O Clube Astana vê-se agora firmemente estabelecido como uma indispensável reunião anual Leste-Oeste, tendo lugar no Grande Interior Eurasiano, o Heartland. O fórum deste ano, ocorreu na capital cazaque, a uma temperatura de menos 32 graus Celsius, e a data escolhida para sua realização coincidiu com um ponto de inflexão geopolítica que não poderia ter sido mais incandescente.

Diversas mesas-redondas foram montadas para examinar o espectro total do “megaciclo de tumulto” no qual estamos todos imersos – gerando maciços desafios a uma Eurásia cada vez mais integrada, que abriga três-quartos da população mundial e gera mais de 60 por cento do PIB global.

A mesa-redonda de estilo Star Wars reuniu uma mistura de atlanticistas, em sua maioria americanos e britânicos, e especialistas em Eurásia, da China, Rússia, Índia, Turquia e Azerbaijão. Agora, vamos direto ao ponto.

Em se tratando  de “onde estamos agora e para onde rumamos”, foi difícil superar bobagens ocidentais do tipo aquisição de lebensraum, ou espaço vital, pela Rússia, e da Cilada de Tucídides. Além disso, a mesa-redonda não conseguia reconciliar o fato de, em meio a toda a badalação sobre a “desglobalização”, Cingapura permanecer tão atraente às elites ocidentais, apesar de continuar a ser uma autocracia de fato.  .

O sempre divertido  Edward Luttwak, que atuou e continua a atuar como conselheiro para todos do Departamento de Estado dos Estados Unidos, cunhou termos icônicos como “turbocapitalismo”, criou a ideia de geoeconomia, e cria vacas na selva boliviana, mais uma vez falou sobre sua obsessão chinesa. Ele foi peremptório: o Conselho de Segurança da ONU é uma perda de tempo; todos os países próximos à China são contra a China – o que é demonstravelmente falso; e que “não há simetria entre Estados Unidos e China”.

Discutindo “o mundo à beira do abismo”,  Charles Kupchan, do Conselho de Relações Exteriores, por videoconferência, refletiu sobre a “derrota estratégica” da Rússia antes de pedir “um fim ao derramamento de sangue” – quando nunca houve conclamações desse tipo antes da tão enaltecida e fracassada contraofensiva ucraniana.
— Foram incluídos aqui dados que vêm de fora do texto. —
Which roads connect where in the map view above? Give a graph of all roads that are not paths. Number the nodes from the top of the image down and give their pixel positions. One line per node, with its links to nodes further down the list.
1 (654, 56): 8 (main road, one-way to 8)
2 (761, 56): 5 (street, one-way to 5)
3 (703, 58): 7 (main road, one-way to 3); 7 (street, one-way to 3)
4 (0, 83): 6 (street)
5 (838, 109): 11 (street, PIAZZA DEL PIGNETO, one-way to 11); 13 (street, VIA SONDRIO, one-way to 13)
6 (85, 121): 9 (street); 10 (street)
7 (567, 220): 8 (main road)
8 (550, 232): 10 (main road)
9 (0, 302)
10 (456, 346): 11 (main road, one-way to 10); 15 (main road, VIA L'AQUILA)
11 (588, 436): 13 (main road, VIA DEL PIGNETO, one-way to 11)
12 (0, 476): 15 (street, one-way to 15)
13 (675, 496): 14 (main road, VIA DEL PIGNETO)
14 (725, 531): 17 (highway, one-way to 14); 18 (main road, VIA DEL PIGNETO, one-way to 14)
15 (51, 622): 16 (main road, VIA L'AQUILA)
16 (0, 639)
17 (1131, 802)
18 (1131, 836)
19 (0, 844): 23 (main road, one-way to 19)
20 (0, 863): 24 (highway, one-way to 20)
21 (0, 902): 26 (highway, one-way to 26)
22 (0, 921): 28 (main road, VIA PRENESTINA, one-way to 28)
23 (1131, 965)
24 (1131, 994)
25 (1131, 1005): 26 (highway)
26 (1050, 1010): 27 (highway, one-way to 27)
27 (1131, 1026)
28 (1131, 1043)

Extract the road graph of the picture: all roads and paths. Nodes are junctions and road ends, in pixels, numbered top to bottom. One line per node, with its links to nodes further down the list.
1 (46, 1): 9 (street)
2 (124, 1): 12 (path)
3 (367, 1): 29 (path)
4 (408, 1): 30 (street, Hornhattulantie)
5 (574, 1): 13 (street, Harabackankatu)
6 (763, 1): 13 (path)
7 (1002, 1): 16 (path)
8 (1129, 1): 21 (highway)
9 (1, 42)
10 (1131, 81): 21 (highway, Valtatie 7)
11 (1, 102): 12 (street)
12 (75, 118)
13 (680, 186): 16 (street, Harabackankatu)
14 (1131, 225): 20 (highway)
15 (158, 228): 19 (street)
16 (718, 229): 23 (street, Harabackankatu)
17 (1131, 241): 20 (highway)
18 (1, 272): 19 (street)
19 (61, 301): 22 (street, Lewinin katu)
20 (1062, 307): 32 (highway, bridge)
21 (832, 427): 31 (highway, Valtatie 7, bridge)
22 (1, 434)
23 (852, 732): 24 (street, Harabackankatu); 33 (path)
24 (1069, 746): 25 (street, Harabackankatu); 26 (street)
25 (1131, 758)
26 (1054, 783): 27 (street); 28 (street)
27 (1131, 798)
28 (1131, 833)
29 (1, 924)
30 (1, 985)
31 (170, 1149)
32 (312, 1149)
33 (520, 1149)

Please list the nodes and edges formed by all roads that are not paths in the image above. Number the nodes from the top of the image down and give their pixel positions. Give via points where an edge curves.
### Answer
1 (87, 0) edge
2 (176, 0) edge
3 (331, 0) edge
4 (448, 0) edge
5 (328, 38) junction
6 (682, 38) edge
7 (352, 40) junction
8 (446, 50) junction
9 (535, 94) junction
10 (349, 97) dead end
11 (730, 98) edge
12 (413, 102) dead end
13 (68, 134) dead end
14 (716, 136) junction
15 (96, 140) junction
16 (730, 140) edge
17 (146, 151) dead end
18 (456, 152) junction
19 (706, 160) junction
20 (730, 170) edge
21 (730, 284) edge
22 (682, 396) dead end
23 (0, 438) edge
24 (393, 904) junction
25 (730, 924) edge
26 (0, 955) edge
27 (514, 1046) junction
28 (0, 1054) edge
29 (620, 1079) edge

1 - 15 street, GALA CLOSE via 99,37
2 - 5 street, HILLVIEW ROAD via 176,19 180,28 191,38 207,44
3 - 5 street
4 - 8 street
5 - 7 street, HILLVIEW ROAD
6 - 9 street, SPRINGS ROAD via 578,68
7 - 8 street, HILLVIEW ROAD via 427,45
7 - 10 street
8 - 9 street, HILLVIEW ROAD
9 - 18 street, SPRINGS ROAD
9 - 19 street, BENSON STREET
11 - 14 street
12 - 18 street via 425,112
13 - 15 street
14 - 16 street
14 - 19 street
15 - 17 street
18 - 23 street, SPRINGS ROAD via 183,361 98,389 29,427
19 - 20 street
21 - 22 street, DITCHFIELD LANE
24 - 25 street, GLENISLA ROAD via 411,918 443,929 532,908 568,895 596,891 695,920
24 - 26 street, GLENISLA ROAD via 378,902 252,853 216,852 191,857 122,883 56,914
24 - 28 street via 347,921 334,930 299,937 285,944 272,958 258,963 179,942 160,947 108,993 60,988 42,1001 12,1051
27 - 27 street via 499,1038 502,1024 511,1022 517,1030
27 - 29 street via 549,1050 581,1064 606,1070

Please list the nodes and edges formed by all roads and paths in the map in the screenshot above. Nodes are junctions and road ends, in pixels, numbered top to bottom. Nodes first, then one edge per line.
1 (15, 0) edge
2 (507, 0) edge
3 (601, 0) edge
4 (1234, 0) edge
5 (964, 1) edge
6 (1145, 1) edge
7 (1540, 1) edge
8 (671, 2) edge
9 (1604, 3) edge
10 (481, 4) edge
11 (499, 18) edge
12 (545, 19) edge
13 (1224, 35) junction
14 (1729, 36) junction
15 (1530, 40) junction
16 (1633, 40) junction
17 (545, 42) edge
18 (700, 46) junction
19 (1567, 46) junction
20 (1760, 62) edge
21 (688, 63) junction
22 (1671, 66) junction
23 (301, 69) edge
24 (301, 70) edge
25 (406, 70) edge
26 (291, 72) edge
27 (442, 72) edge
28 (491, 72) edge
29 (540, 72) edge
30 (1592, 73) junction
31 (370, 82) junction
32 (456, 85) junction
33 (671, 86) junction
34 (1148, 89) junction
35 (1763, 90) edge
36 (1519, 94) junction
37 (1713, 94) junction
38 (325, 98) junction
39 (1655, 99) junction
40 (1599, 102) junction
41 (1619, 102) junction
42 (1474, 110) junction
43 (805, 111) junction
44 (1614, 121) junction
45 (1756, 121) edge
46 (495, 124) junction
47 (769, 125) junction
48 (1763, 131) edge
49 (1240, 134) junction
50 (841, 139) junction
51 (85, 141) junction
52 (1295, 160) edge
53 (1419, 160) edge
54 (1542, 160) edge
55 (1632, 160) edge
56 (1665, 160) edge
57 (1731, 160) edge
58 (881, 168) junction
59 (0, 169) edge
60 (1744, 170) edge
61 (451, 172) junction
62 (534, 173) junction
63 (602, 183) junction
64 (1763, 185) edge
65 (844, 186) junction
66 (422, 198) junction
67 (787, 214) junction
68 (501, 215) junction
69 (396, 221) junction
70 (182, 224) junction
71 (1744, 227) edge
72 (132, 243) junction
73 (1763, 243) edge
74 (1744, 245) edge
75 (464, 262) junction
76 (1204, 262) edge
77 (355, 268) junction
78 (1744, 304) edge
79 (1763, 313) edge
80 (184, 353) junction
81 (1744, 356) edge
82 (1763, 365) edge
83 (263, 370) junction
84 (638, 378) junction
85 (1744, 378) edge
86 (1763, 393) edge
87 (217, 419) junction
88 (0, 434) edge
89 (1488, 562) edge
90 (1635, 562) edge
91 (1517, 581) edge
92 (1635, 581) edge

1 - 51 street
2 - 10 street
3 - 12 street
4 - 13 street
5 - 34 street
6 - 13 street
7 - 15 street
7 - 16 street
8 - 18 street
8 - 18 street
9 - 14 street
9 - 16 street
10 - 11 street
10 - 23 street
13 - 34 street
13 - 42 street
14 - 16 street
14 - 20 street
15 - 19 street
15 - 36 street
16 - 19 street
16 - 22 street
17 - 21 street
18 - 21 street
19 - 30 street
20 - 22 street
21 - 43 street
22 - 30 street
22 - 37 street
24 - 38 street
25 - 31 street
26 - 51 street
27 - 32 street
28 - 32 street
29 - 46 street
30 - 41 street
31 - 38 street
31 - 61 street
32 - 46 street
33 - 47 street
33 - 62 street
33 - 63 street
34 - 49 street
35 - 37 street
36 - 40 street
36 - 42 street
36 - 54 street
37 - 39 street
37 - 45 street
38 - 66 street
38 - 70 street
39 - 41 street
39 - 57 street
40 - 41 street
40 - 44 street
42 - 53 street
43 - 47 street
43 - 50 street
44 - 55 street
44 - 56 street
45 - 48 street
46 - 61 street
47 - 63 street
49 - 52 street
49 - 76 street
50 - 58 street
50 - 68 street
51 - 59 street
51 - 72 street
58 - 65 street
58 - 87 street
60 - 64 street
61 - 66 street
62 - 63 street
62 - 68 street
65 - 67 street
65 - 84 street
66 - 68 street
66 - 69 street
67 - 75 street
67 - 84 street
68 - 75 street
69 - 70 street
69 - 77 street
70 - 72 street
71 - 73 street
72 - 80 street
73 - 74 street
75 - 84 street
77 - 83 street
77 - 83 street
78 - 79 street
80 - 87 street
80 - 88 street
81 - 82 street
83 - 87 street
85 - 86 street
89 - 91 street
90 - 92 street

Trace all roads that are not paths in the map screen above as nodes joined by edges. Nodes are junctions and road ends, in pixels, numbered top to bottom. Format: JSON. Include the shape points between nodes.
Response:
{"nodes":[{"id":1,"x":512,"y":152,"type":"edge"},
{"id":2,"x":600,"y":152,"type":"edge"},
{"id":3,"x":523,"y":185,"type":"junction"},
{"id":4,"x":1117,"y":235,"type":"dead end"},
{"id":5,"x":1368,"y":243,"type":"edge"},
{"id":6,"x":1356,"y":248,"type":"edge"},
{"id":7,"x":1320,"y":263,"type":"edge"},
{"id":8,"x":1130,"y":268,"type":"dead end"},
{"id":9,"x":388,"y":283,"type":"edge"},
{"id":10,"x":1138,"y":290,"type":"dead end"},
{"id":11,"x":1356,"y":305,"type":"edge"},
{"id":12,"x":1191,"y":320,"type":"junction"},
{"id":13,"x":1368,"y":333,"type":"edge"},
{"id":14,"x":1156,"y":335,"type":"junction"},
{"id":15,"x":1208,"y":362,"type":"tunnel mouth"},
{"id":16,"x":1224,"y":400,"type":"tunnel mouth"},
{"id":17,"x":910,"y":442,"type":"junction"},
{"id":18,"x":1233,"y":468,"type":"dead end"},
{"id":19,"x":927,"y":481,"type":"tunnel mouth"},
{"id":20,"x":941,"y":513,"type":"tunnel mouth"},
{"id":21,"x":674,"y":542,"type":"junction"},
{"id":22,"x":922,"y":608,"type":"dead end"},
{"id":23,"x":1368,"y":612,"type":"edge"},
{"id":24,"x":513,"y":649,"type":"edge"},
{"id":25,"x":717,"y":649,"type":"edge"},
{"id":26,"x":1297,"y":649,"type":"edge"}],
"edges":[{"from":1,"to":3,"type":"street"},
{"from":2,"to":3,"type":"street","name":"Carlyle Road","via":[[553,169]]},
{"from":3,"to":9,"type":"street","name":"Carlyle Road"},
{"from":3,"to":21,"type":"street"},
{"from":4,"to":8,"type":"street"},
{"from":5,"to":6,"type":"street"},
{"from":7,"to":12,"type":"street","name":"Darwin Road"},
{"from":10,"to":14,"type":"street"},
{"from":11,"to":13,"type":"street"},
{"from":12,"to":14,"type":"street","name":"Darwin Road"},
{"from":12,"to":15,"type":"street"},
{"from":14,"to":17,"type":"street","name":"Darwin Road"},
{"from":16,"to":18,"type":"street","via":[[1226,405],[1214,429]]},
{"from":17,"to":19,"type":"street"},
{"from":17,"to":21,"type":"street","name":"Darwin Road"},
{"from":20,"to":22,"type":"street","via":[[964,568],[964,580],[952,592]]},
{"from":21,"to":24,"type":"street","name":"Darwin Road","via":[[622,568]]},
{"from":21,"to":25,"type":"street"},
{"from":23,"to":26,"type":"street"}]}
Zhao Long, do Instituto de Estudos Internacionais de Xangai, preferiu focar a “paciência estratégica chinesa, uma abordagem holística e também a China como uma das maiores vitimas da guerra por procuração na Ucrânia. Zhao Huasheng, da Universidade Fudan, acrescentou que “uma guerra às portas” só resulta em “insegurança às portas”.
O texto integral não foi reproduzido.